- WORK INSTRUCTION
Retype all entries exactly, skipping pictures.

═══ EXTRACTED MATERIAL ═══

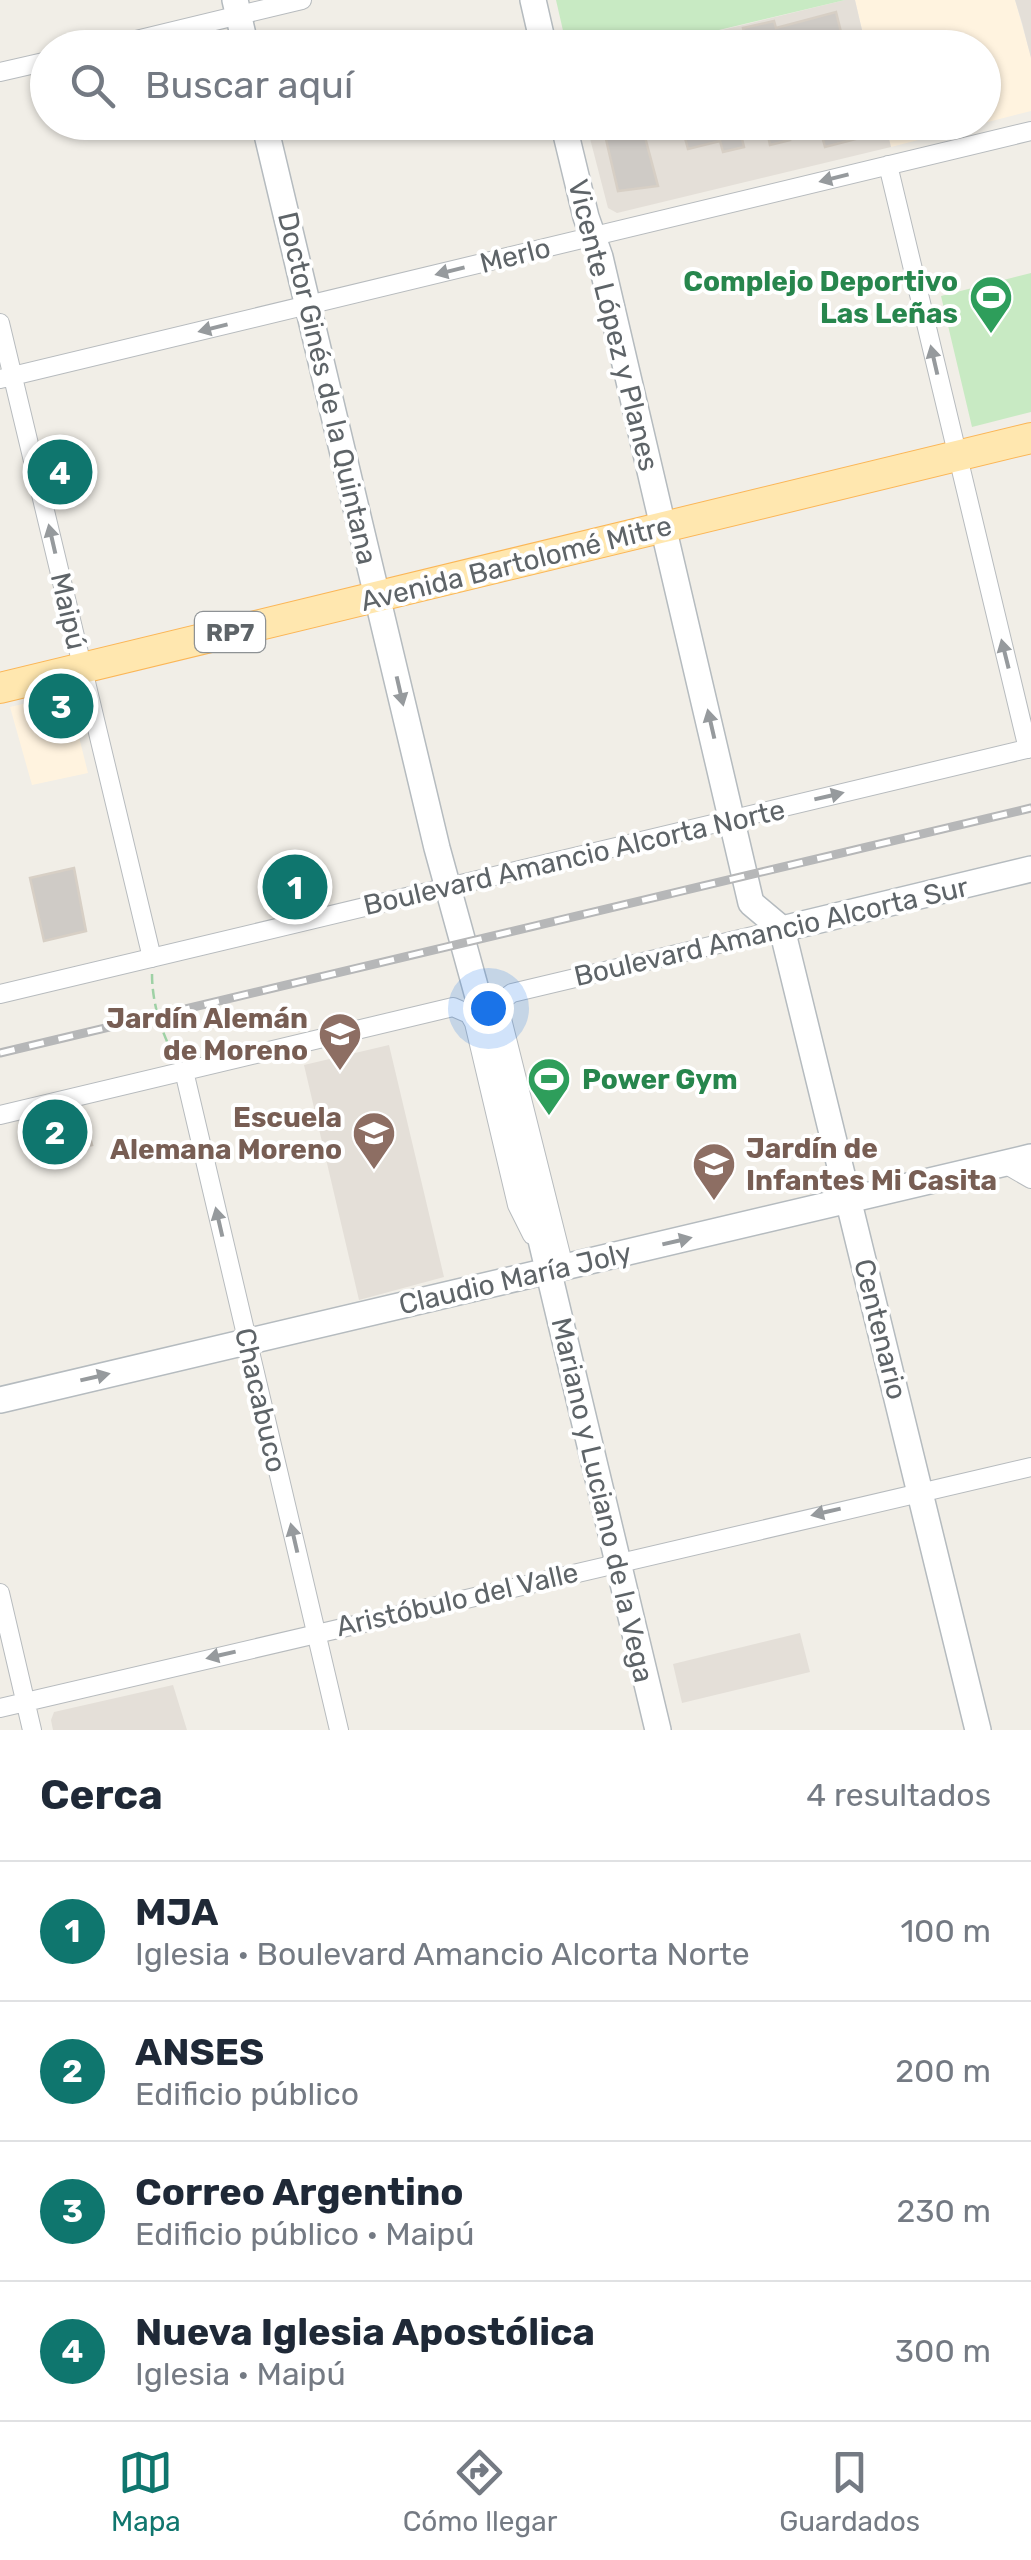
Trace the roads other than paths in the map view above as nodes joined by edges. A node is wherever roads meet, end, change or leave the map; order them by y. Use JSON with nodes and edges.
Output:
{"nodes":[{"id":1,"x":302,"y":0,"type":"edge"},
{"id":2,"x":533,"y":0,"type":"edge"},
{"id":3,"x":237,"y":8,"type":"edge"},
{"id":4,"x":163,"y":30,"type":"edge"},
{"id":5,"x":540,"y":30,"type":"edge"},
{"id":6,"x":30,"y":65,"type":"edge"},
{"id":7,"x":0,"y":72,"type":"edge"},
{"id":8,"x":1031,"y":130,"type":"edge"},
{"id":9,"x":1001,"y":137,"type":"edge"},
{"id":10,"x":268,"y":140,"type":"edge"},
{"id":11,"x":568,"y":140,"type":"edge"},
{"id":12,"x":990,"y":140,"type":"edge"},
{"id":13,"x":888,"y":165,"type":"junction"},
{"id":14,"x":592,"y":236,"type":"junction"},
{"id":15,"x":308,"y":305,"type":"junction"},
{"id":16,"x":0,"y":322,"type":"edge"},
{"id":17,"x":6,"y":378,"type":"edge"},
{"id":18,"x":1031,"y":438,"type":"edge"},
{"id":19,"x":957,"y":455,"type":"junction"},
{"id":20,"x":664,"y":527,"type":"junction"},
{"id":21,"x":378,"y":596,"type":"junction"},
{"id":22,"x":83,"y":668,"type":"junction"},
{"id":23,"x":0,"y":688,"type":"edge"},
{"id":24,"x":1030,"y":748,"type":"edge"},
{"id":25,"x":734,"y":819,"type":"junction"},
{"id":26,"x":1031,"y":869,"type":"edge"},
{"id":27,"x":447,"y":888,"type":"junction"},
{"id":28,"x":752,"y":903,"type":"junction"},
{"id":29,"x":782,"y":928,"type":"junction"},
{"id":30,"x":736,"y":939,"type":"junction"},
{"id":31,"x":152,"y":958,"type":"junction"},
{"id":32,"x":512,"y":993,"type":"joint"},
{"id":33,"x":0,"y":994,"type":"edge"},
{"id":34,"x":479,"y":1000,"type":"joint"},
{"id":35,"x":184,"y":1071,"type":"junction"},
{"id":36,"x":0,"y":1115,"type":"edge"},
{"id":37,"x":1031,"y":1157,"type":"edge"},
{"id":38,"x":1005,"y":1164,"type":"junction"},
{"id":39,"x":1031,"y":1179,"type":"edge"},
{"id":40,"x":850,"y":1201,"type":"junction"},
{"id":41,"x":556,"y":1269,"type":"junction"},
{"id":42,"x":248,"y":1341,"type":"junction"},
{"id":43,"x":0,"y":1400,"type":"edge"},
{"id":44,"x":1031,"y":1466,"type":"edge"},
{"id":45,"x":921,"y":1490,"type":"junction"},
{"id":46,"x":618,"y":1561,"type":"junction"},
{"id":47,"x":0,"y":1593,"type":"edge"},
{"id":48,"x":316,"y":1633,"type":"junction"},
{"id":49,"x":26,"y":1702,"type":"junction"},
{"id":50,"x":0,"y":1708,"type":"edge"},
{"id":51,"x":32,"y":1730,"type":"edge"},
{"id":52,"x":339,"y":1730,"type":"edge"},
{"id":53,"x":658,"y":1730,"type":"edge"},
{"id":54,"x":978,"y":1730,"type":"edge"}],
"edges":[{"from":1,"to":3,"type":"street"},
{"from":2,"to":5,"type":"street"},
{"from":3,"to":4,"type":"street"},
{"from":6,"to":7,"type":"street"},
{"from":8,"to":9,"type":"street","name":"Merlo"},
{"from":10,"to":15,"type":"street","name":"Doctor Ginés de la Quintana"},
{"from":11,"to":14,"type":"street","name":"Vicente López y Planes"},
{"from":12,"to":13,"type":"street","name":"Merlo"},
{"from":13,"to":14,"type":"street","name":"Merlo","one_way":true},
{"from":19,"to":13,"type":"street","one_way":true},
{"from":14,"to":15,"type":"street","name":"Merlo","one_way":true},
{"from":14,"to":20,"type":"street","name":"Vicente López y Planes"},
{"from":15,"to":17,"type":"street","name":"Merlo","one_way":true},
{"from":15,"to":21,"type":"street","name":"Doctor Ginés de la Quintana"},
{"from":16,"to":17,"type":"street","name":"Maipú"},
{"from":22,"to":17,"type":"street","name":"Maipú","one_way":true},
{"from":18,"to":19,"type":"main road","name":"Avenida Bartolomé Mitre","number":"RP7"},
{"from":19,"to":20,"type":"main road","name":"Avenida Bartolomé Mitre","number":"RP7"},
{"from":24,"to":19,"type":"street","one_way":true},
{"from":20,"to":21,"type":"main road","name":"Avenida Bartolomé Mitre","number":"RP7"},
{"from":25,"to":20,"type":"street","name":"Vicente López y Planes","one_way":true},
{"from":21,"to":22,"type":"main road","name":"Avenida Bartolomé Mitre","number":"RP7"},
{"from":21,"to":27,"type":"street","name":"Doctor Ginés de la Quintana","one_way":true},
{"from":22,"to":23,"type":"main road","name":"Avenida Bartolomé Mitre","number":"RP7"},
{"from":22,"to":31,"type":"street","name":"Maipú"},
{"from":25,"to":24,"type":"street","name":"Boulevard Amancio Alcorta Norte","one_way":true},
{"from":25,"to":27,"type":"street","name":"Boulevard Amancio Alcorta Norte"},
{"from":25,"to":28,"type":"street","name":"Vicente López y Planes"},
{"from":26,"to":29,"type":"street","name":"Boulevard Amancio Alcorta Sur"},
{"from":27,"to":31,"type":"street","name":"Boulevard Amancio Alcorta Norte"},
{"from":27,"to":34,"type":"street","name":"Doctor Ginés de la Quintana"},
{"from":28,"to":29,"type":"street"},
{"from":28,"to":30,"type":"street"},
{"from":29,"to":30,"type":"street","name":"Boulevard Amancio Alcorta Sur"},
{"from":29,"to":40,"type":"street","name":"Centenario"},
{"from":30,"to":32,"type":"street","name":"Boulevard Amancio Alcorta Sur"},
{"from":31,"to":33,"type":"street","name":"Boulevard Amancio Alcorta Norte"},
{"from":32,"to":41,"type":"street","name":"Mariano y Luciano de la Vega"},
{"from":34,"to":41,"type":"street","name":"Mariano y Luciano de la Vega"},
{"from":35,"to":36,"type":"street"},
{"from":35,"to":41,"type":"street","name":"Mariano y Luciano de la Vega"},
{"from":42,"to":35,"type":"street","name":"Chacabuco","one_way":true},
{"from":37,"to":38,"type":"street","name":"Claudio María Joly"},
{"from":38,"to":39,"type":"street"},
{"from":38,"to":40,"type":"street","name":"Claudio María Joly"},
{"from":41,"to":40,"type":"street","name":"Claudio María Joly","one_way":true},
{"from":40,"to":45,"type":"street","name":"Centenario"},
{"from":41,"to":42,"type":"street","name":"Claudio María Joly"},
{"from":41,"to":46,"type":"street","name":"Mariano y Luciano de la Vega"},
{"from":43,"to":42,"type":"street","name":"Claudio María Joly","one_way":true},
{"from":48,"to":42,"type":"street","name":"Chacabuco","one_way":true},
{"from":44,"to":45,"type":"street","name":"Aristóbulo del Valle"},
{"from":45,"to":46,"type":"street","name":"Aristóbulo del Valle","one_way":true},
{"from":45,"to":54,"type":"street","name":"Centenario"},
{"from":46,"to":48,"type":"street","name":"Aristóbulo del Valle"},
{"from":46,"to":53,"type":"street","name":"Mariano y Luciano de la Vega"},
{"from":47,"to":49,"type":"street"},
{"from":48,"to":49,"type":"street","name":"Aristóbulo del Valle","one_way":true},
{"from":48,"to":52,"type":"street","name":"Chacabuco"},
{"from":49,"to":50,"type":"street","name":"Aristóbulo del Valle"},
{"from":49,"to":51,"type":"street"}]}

═══

- COMPLETED TASK
Trace the roads other than paths in the map view above as nodes joined by edges. A node is wherever roads meet, end, change or leave the map; order them by y. Use JSON with nodes and edges.
Output:
{"nodes":[{"id":1,"x":302,"y":0,"type":"edge"},
{"id":2,"x":533,"y":0,"type":"edge"},
{"id":3,"x":237,"y":8,"type":"edge"},
{"id":4,"x":163,"y":30,"type":"edge"},
{"id":5,"x":540,"y":30,"type":"edge"},
{"id":6,"x":30,"y":65,"type":"edge"},
{"id":7,"x":0,"y":72,"type":"edge"},
{"id":8,"x":1031,"y":130,"type":"edge"},
{"id":9,"x":1001,"y":137,"type":"edge"},
{"id":10,"x":268,"y":140,"type":"edge"},
{"id":11,"x":568,"y":140,"type":"edge"},
{"id":12,"x":990,"y":140,"type":"edge"},
{"id":13,"x":888,"y":165,"type":"junction"},
{"id":14,"x":592,"y":236,"type":"junction"},
{"id":15,"x":308,"y":305,"type":"junction"},
{"id":16,"x":0,"y":322,"type":"edge"},
{"id":17,"x":6,"y":378,"type":"edge"},
{"id":18,"x":1031,"y":438,"type":"edge"},
{"id":19,"x":957,"y":455,"type":"junction"},
{"id":20,"x":664,"y":527,"type":"junction"},
{"id":21,"x":378,"y":596,"type":"junction"},
{"id":22,"x":83,"y":668,"type":"junction"},
{"id":23,"x":0,"y":688,"type":"edge"},
{"id":24,"x":1030,"y":748,"type":"edge"},
{"id":25,"x":734,"y":819,"type":"junction"},
{"id":26,"x":1031,"y":869,"type":"edge"},
{"id":27,"x":447,"y":888,"type":"junction"},
{"id":28,"x":752,"y":903,"type":"junction"},
{"id":29,"x":782,"y":928,"type":"junction"},
{"id":30,"x":736,"y":939,"type":"junction"},
{"id":31,"x":152,"y":958,"type":"junction"},
{"id":32,"x":512,"y":993,"type":"joint"},
{"id":33,"x":0,"y":994,"type":"edge"},
{"id":34,"x":479,"y":1000,"type":"joint"},
{"id":35,"x":184,"y":1071,"type":"junction"},
{"id":36,"x":0,"y":1115,"type":"edge"},
{"id":37,"x":1031,"y":1157,"type":"edge"},
{"id":38,"x":1005,"y":1164,"type":"junction"},
{"id":39,"x":1031,"y":1179,"type":"edge"},
{"id":40,"x":850,"y":1201,"type":"junction"},
{"id":41,"x":556,"y":1269,"type":"junction"},
{"id":42,"x":248,"y":1341,"type":"junction"},
{"id":43,"x":0,"y":1400,"type":"edge"},
{"id":44,"x":1031,"y":1466,"type":"edge"},
{"id":45,"x":921,"y":1490,"type":"junction"},
{"id":46,"x":618,"y":1561,"type":"junction"},
{"id":47,"x":0,"y":1593,"type":"edge"},
{"id":48,"x":316,"y":1633,"type":"junction"},
{"id":49,"x":26,"y":1702,"type":"junction"},
{"id":50,"x":0,"y":1708,"type":"edge"},
{"id":51,"x":32,"y":1730,"type":"edge"},
{"id":52,"x":339,"y":1730,"type":"edge"},
{"id":53,"x":658,"y":1730,"type":"edge"},
{"id":54,"x":978,"y":1730,"type":"edge"}],
"edges":[{"from":1,"to":3,"type":"street"},
{"from":2,"to":5,"type":"street"},
{"from":3,"to":4,"type":"street"},
{"from":6,"to":7,"type":"street"},
{"from":8,"to":9,"type":"street","name":"Merlo"},
{"from":10,"to":15,"type":"street","name":"Doctor Ginés de la Quintana"},
{"from":11,"to":14,"type":"street","name":"Vicente López y Planes"},
{"from":12,"to":13,"type":"street","name":"Merlo"},
{"from":13,"to":14,"type":"street","name":"Merlo","one_way":true},
{"from":19,"to":13,"type":"street","one_way":true},
{"from":14,"to":15,"type":"street","name":"Merlo","one_way":true},
{"from":14,"to":20,"type":"street","name":"Vicente López y Planes"},
{"from":15,"to":17,"type":"street","name":"Merlo","one_way":true},
{"from":15,"to":21,"type":"street","name":"Doctor Ginés de la Quintana"},
{"from":16,"to":17,"type":"street","name":"Maipú"},
{"from":22,"to":17,"type":"street","name":"Maipú","one_way":true},
{"from":18,"to":19,"type":"main road","name":"Avenida Bartolomé Mitre","number":"RP7"},
{"from":19,"to":20,"type":"main road","name":"Avenida Bartolomé Mitre","number":"RP7"},
{"from":24,"to":19,"type":"street","one_way":true},
{"from":20,"to":21,"type":"main road","name":"Avenida Bartolomé Mitre","number":"RP7"},
{"from":25,"to":20,"type":"street","name":"Vicente López y Planes","one_way":true},
{"from":21,"to":22,"type":"main road","name":"Avenida Bartolomé Mitre","number":"RP7"},
{"from":21,"to":27,"type":"street","name":"Doctor Ginés de la Quintana","one_way":true},
{"from":22,"to":23,"type":"main road","name":"Avenida Bartolomé Mitre","number":"RP7"},
{"from":22,"to":31,"type":"street","name":"Maipú"},
{"from":25,"to":24,"type":"street","name":"Boulevard Amancio Alcorta Norte","one_way":true},
{"from":25,"to":27,"type":"street","name":"Boulevard Amancio Alcorta Norte"},
{"from":25,"to":28,"type":"street","name":"Vicente López y Planes"},
{"from":26,"to":29,"type":"street","name":"Boulevard Amancio Alcorta Sur"},
{"from":27,"to":31,"type":"street","name":"Boulevard Amancio Alcorta Norte"},
{"from":27,"to":34,"type":"street","name":"Doctor Ginés de la Quintana"},
{"from":28,"to":29,"type":"street"},
{"from":28,"to":30,"type":"street"},
{"from":29,"to":30,"type":"street","name":"Boulevard Amancio Alcorta Sur"},
{"from":29,"to":40,"type":"street","name":"Centenario"},
{"from":30,"to":32,"type":"street","name":"Boulevard Amancio Alcorta Sur"},
{"from":31,"to":33,"type":"street","name":"Boulevard Amancio Alcorta Norte"},
{"from":32,"to":41,"type":"street","name":"Mariano y Luciano de la Vega"},
{"from":34,"to":41,"type":"street","name":"Mariano y Luciano de la Vega"},
{"from":35,"to":36,"type":"street"},
{"from":35,"to":41,"type":"street","name":"Mariano y Luciano de la Vega"},
{"from":42,"to":35,"type":"street","name":"Chacabuco","one_way":true},
{"from":37,"to":38,"type":"street","name":"Claudio María Joly"},
{"from":38,"to":39,"type":"street"},
{"from":38,"to":40,"type":"street","name":"Claudio María Joly"},
{"from":41,"to":40,"type":"street","name":"Claudio María Joly","one_way":true},
{"from":40,"to":45,"type":"street","name":"Centenario"},
{"from":41,"to":42,"type":"street","name":"Claudio María Joly"},
{"from":41,"to":46,"type":"street","name":"Mariano y Luciano de la Vega"},
{"from":43,"to":42,"type":"street","name":"Claudio María Joly","one_way":true},
{"from":48,"to":42,"type":"street","name":"Chacabuco","one_way":true},
{"from":44,"to":45,"type":"street","name":"Aristóbulo del Valle"},
{"from":45,"to":46,"type":"street","name":"Aristóbulo del Valle","one_way":true},
{"from":45,"to":54,"type":"street","name":"Centenario"},
{"from":46,"to":48,"type":"street","name":"Aristóbulo del Valle"},
{"from":46,"to":53,"type":"street","name":"Mariano y Luciano de la Vega"},
{"from":47,"to":49,"type":"street"},
{"from":48,"to":49,"type":"street","name":"Aristóbulo del Valle","one_way":true},
{"from":48,"to":52,"type":"street","name":"Chacabuco"},
{"from":49,"to":50,"type":"street","name":"Aristóbulo del Valle"},
{"from":49,"to":51,"type":"street"}]}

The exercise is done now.